Segment Start: EXTRACTED RECORDS

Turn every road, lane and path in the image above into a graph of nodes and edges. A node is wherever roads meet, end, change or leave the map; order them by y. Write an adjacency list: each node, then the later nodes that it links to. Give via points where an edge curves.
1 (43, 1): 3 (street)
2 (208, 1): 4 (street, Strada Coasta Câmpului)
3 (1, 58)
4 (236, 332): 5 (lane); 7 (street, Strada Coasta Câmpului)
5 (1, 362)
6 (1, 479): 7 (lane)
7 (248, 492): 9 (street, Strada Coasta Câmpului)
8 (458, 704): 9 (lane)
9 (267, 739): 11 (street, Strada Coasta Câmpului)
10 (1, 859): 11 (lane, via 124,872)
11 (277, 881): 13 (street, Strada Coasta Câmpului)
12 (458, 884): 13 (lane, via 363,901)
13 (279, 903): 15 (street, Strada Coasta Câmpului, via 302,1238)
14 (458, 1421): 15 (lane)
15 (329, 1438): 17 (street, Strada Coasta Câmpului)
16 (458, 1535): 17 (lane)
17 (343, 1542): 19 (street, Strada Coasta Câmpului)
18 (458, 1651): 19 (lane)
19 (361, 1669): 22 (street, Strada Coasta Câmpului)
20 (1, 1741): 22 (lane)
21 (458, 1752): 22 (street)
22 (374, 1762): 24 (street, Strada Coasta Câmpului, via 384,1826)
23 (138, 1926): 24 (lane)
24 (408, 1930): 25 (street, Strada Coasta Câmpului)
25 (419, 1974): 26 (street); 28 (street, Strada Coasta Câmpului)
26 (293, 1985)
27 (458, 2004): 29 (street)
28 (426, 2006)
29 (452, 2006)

Segment End: EXTRACTED RECORDS

### PROBLEM REQUIREMENTS
Without leaving anything out, output all of the material exactly.

### ANSWER SPACE
Turn every road, lane and path in the image above into a graph of nodes and edges. A node is wherever roads meet, end, change or leave the map; order them by y. Write an adjacency list: each node, then the later nodes that it links to. Give via points where an edge curves.
1 (43, 1): 3 (street)
2 (208, 1): 4 (street, Strada Coasta Câmpului)
3 (1, 58)
4 (236, 332): 5 (lane); 7 (street, Strada Coasta Câmpului)
5 (1, 362)
6 (1, 479): 7 (lane)
7 (248, 492): 9 (street, Strada Coasta Câmpului)
8 (458, 704): 9 (lane)
9 (267, 739): 11 (street, Strada Coasta Câmpului)
10 (1, 859): 11 (lane, via 124,872)
11 (277, 881): 13 (street, Strada Coasta Câmpului)
12 (458, 884): 13 (lane, via 363,901)
13 (279, 903): 15 (street, Strada Coasta Câmpului, via 302,1238)
14 (458, 1421): 15 (lane)
15 (329, 1438): 17 (street, Strada Coasta Câmpului)
16 (458, 1535): 17 (lane)
17 (343, 1542): 19 (street, Strada Coasta Câmpului)
18 (458, 1651): 19 (lane)
19 (361, 1669): 22 (street, Strada Coasta Câmpului)
20 (1, 1741): 22 (lane)
21 (458, 1752): 22 (street)
22 (374, 1762): 24 (street, Strada Coasta Câmpului, via 384,1826)
23 (138, 1926): 24 (lane)
24 (408, 1930): 25 (street, Strada Coasta Câmpului)
25 (419, 1974): 26 (street); 28 (street, Strada Coasta Câmpului)
26 (293, 1985)
27 (458, 2004): 29 (street)
28 (426, 2006)
29 (452, 2006)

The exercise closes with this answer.